La conceria Lo Stivale di Santa Croce sull’Arno, nel Distretto del Cuoio toscano, racchiude la testimonianza di un importante pezzo di Storia nazionale. A narrarcela è Emilio Martelli, 82 anni di cui ben 71 trascorsi tra vasche di concia e bottali.

“Sono entrato in conceria a soli 11 anni – racconta – erano altri tempi, si iniziava a lavorare da giovanissimi. Fin da subito ho appreso l’arte della concia al vegetale con tannino. A 14 anni avevo già acquisito una discreta esperienza e sono passato in un’altra azienda che utilizzava un metodo di concia diverso da quello a cui ero abituato, ovvero la concia al cromo.

Purtroppo, non sono durato a lungo: ho scoperto di essere allergico al cromo, sentivo continuamente prurito alla pelle, soprattutto alle mani. E quando è così, bisogna smettere. Con la concia al vegetale ed i tannini, al contrario, non ho mai avuto problemi. Posso ben dire di essere la prova tangibile che la concia al tannino è davvero adatta anche alle pelli più sensibili!

Negli anni Cinquanta del secolo scorso, il lavoro in conceria era molto faticoso: “si andava su e giù per le scale con le pelli caricate sulle spalle, non c’erano ascensori” racconta Martelli. “Inizialmente si utilizzavano solo le vasche, i bottali sono arrivati in un secondo momento. Questo è stato un grande cambiamento: ha permesso di rendere più veloce ed efficace il processo di concia. Infatti, la concia delle pelli in bottale dura circa 12 ore; per il cuoio invece bisogna utilizzare tutt’ora le vasche e ci vogliono almeno 3 mesi.
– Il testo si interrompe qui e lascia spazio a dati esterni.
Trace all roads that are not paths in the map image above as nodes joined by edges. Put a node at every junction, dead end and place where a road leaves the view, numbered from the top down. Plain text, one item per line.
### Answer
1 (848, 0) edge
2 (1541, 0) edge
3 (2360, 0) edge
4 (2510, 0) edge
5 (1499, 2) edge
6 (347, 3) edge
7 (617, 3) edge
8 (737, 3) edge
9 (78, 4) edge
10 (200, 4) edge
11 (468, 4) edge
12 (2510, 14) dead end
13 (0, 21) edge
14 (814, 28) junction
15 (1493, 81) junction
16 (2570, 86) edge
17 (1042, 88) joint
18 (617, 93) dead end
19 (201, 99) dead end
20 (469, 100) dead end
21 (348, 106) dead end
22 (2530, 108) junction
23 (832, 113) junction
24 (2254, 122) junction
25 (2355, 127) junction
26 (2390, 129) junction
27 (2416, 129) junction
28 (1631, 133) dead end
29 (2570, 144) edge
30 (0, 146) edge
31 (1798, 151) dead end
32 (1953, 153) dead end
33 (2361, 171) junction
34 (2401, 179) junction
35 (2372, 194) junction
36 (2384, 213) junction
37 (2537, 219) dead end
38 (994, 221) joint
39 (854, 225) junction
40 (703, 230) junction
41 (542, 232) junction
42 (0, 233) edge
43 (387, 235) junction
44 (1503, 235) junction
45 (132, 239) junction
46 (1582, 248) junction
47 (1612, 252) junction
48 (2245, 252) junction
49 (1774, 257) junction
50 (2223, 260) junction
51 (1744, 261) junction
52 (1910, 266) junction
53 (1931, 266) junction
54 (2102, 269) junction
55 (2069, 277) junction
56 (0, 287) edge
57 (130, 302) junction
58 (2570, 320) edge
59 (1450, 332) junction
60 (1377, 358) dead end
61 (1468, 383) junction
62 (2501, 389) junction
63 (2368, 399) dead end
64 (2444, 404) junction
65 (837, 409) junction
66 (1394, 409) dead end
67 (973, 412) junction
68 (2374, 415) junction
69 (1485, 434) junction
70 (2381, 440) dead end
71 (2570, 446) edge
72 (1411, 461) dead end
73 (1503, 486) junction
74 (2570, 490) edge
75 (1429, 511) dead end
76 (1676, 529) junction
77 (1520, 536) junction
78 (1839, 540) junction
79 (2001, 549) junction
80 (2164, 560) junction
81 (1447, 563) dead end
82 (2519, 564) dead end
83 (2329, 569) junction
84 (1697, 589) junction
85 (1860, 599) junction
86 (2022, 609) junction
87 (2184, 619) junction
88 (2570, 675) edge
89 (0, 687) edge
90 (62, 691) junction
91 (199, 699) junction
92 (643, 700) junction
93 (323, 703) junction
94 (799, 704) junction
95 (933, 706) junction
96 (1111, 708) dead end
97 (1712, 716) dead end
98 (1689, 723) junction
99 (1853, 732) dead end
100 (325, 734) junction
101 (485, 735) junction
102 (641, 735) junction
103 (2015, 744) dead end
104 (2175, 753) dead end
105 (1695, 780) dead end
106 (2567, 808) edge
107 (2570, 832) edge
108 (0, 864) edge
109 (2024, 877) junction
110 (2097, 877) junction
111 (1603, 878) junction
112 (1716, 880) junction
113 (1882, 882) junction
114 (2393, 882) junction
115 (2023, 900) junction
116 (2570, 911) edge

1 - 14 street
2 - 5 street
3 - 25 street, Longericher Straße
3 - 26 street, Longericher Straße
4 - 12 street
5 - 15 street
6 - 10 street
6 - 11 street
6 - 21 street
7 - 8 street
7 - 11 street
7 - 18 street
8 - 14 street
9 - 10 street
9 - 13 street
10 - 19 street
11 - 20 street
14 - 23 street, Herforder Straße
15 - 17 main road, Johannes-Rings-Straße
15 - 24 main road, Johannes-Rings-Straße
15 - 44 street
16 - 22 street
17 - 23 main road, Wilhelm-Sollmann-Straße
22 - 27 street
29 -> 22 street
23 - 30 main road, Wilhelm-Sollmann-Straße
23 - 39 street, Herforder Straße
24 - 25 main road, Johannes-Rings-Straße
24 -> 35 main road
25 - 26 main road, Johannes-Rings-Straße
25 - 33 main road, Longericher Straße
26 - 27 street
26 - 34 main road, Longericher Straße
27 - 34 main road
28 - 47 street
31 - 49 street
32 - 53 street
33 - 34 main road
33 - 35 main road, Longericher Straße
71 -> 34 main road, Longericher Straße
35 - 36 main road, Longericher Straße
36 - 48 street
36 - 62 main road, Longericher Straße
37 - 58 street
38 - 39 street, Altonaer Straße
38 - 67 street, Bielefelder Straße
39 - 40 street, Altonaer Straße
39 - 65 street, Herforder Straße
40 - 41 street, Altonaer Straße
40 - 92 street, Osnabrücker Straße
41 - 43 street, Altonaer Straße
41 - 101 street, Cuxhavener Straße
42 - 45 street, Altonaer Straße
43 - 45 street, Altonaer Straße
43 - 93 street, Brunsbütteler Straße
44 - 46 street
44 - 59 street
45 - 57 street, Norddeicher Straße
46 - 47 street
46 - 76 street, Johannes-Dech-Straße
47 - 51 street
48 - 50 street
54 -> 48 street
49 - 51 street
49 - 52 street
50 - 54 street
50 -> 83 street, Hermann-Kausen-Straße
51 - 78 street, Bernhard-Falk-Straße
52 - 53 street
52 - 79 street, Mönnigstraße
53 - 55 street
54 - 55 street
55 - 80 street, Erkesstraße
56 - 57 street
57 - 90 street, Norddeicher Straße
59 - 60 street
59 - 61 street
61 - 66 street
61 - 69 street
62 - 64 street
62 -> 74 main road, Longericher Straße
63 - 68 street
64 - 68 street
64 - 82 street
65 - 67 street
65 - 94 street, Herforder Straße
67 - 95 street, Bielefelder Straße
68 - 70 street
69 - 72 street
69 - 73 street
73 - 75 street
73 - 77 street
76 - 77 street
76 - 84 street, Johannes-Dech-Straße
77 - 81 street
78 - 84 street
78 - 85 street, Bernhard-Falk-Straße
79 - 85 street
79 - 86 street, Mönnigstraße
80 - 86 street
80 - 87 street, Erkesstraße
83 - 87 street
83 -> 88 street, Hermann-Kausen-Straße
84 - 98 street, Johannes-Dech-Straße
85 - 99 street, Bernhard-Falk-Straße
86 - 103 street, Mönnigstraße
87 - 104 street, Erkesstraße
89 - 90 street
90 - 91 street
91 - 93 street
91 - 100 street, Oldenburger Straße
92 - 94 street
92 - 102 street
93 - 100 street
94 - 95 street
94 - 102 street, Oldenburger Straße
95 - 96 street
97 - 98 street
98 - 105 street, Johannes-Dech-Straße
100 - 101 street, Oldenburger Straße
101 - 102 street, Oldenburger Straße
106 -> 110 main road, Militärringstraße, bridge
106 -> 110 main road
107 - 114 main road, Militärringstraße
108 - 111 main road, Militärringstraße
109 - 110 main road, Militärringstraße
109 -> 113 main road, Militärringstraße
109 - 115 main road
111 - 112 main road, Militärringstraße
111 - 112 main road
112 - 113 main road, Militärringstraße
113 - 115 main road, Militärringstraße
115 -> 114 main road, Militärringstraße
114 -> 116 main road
Prima sussistevano pratiche molto antiche, come il ‘rammorto’: dopo il calcinaio, la fase in cui i peli e l’epidermide sono rimossi chimicamente trattando il pellame, si stendevano le pelli ancora umide in buche scavate direttamente nel terreno e si cospargevano di trucioli di legno di castagno. L’umidità naturale della terra favoriva il passaggio del tannino dai chips di legno alla pelle, tipo la salatura del prosciutto! Lo si faceva per preparare meglio le pelli alle fasi successive di concia.”

Molte altre cose sono cambiate rispetto a quei tempi. Ad esempio, racconta ancora Martelli, “oggi per rasare le pelli vengono utilizzate delle macchine; un tempo c’erano degli strumenti a mano e grazie all’abilità manuale del conciatore che consentivano di sbalzare le pelli e portarle a un certo spessore”. Inoltre, fino agli anni Trenta, veniva fatto un uso interessante degli scarti derivanti dalla scarnatura: “Ripulivamo il lato carne della pelle dal grasso e dal carniccio rimasto dopo la scuoiatura, prima di passare alla concia vera e propria. Questi scarti venivano poi sminuzzati ed utilizzati come concimi per gli ulivi.”

“A quell’epoca era molto utilizzato il tannino di Sommacco, che conferisce alle pelli una colorazione chiara. Oggi invece si predilige soprattutto quello di quebracho, castagno e mimosa -spiega Martelli. L’arte della concia consiste soprattutto nel conoscere e saper dosare i tannini, per ottenere pellami con diversi gradi di morbidezza e resistenza.”

Cambiamenti sono stati apportati anche nella fase che segue il processo di concia. “Nella nostra conceria prepariamo un ingrasso speciale, con sego e olio di pesce. Molti anni fa si utilizzava persino l’olio di balena, oggi proibito; al suo posto ci sono oli speciali derivati dal pesce. Dopo la pressa, si inserisce l’ingrasso direttamente nel bottale e il movimento rotatorio aiuta le sostanze a penetrare nelle fibre”.

Nonostante molti di questi processi siano stati resi obsoleti dalle nuove tecnologie, la conceria Lo Stivale ha conservato lo spirito della tradizione. “Utilizziamo solo materie prime naturali. Alla fine del suo ciclo d’uso, la nostra pelle può tranquillamente tornare alla terra ed essere usata come concime.”

Siamo una realtà piccola: 9 dipendenti e 4 soci. Ma va bene così: continuiamo a lavorare coniugando modernità e tradizione. Se penso agli inizi… era il 1951, in pieno Dopoguerra, avevamo solo un capannone di 60-70 mq e un bottale ricavato da una botte di vino! Molte concerie in quegli anni hanno iniziato così. Siamo fieri del percorso che ci ha portato fin qui. Oggi vanno avanti soprattutto le realtà molto grandi, ma per diventarlo è necessario standardizzarsi e noi non vogliamo snaturarci. Per le piccole imprese che seguono la nostra stessa filosofia diventa quindi indispensabile associarsi, fare fronte comune, e mantenere quel tratto distintivo che la grande industria non si può permettere”.